While on holiday I went to a visit a friend who designs subsea gear for a living and got to watch a few disaster videos of what happens when things go wrong, which was quite entertaining except when I had money in the companies involved (as remediating failures is rather expensive). My wife asked him when he thinks the peak will be and he basically echoed the Chevron line - "we'll just keep going deeper - peak oil is their problem", indicating the kids playing in the backyard.

Al Gore has been in town promoting "An Inconvenient Truth" and has gained quite a lot of publicity for both the film and his stance against the Iraq war. The best interview I noiced was with Kerry O'Brien on the 7:30 Report - he also went on the Andrew Denton show "Enough Rope".
KERRY O'BRIEN: In his powerful documentary - in Australian cinemas this week - which describes global warming as the greatest crisis the world has ever faced, Al Gore introduces himself as the man who used to be the next president. The man who was Bill Clinton's vice-president for eight years is referring to the 2000 presidential election in which George W Bush took the prize, but only after the US Supreme Court ruled 3-2 in his favour. Al Gore may yet run again in 2008 or even the election after that, but he spent much of the past five years on a sophisticated lecture tour around the United States, presenting compelling arguments about what lies ahead on climate change. And Australia is one of his targets. That mission has culminated with the documentary and a book called, An Inconvenient Truth. He's here on a promotional visit, and I spoke with him in Sydney yesterday.

KERRY O'BRIEN: Al Gore, given the date, I'd like to reflect, first up, on September 11. Looking beyond the emotional wrench of such a shocking event, the loss of life, the grief of families and friends, what price has America paid for September 11?

AL GORE, FORMER US VICE-PRESIDENT: I believe that in the aftermath of 9/11, President Bush did a terrific job in rallying the country initially. I think he was wise to go into Afghanistan to hunt down Osama bin Laden and the Al Qaeda gang. But after those decisions, I think what came later has been proven to be a series of mistakes. I think we should have continued to pursue Osama bin Laden, instead of withdrawing troops and diverting them to Iraq. I think the evidence has borne out the warnings of the time that Iraq had nothing to do with 9/11, and, therefore, the decision to focus all the energy and anger - all of it justifiable - on the wrong target - at least wrong insofar as it was believed by some to be connected to 9/11 - that was a mistake. And, I think, from that mistake, other difficulties have flowed. And some of the goodwill that helped America in the immediate aftermath of 9/11 was dissipated.

KERRY O'BRIEN: Are you one of those who believes that America's involvement in Iraq has actually assisted the recruiting of terrorists?

AL GORE: Well, it seems to have.

KERRY O'BRIEN: You opposed that war...

AL GORE: I did.

KERRY O'BRIEN: ..in Iraq. You made a series of speeches about it before President Bush made the decision to go in. But whether you were right to argue that or not it can't be reversed now, so, should America extricate itself reasonably quickly or stay on indefinitely?

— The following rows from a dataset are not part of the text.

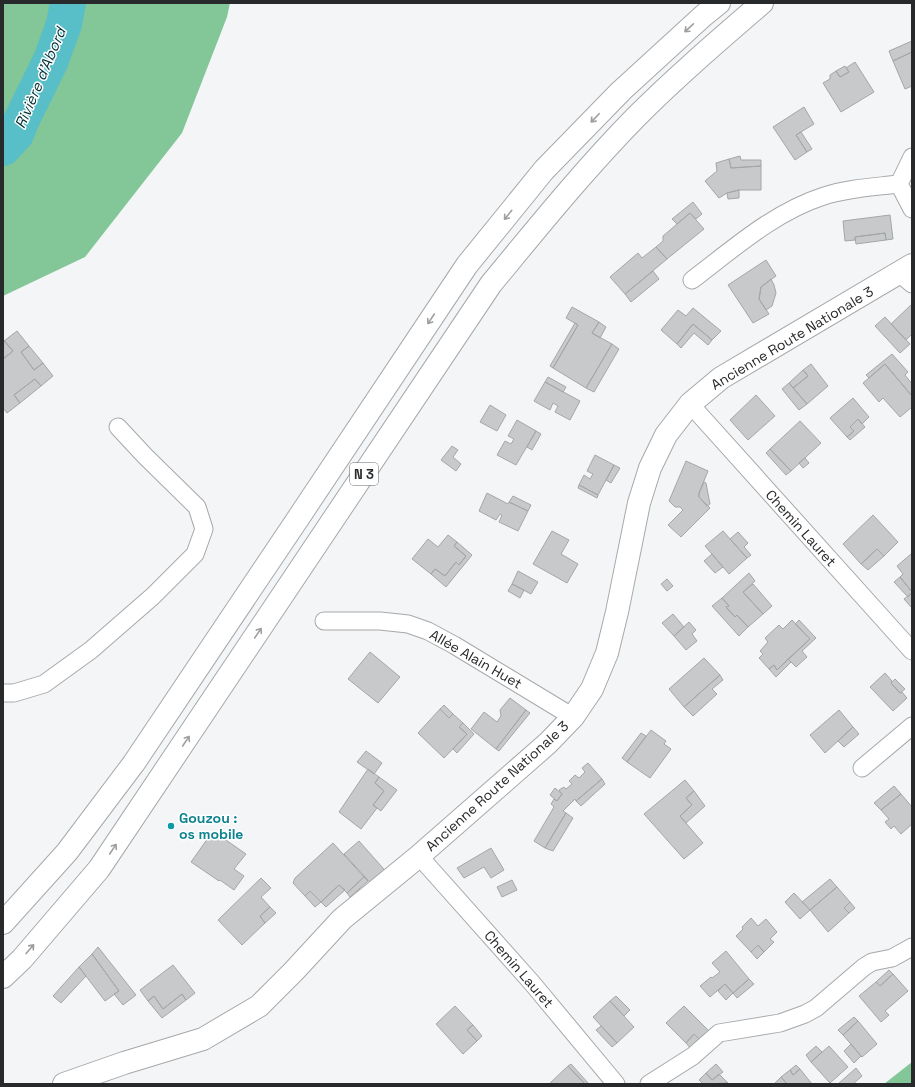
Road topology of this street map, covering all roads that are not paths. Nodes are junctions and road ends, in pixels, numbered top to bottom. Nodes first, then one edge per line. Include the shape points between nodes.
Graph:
1 (719, 3) edge
2 (762, 3) edge
3 (912, 158) edge
4 (899, 184) junction
5 (912, 209) edge
6 (908, 274) edge
7 (692, 280) dead end
8 (690, 404) junction
9 (118, 427) dead end
10 (324, 621) dead end
11 (912, 651) edge
12 (3, 693) edge
13 (573, 717) junction
14 (912, 726) edge
15 (862, 768) dead end
16 (419, 856) junction
17 (3, 923) edge
18 (912, 948) edge
19 (3, 977) edge
20 (64, 1084) edge
21 (616, 1084) edge
22 (649, 1084) edge

1 -> 17 main road, N 3 via 621,91 544,170 467,264 134,763 67,852
19 -> 2 main road, N 3 via 22,959 99,869 491,284 561,199 636,117
3 - 4 street
4 - 5 street
4 - 7 street via 824,196 790,210 761,228
6 - 8 main road, Ancienne Route Nationale 3 via 721,378
8 - 11 street, Chemin Lauret
8 - 13 main road, Ancienne Route Nationale 3 via 666,435 650,468 639,502 607,653 592,690
9 - 12 street via 197,507 204,529 195,554 153,596 85,654 44,684 14,693
10 - 13 street, Allée Alain Huet via 380,621 408,624 428,631
13 - 16 main road, Ancienne Route Nationale 3 via 548,743
14 - 15 street
16 - 20 main road, Ancienne Route Nationale 3 via 342,919 259,1006 203,1039
16 - 21 street, Chemin Lauret via 532,982
18 - 22 street via 892,958 872,962 816,1008 805,1014 780,1023 720,1033 693,1056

AL GORE: Well, if that's the choice then we should clearly, in my view, extricate ourselves as quickly as possible, but it's not that simple because even though I felt that it was a serious strategic mistake to go into Iraq - and, incidentally, I supported the first Gulf War - circumstances were entirely different. But even though this one was a mistake, we still - now that we're there - bear the moral responsibility for taking care not to make the situation even worse in the manner of our leaving. Insofar as we do, now, clearly seem to be right in the middle of a civil war it's questionable what good comes from staying, other than to avoid a catastrophic worsening of the potential for all-out civil war by an ill handled withdrawal. But withdraw we must, because it gets worse with each passing day. So taking care to withdraw and doing it while mindful of our obligations there, that's one thing; but getting out of there as quickly as possible, I think, is imperative.

...

AL GORE: That's the only one that could be deemed comparable but human civilisation could survive, could have survived a nuclear exchange between the superpowers. The consequences would, of course, have been so devastating. But what is unique about the climate crisis is that it could end all human civilisation. It will not - I'm convinced because I'm certain that we will act in time - but if we allow the melting of the polar caps, if we allow the radical reorganisation of the earth's environmental system, then those conditions that were favourable to the emergence of the human species and to the development of the human civilisation could well be lost and people could be driven from the areas that we now populate toward the pole-ward areas, and there are few of them.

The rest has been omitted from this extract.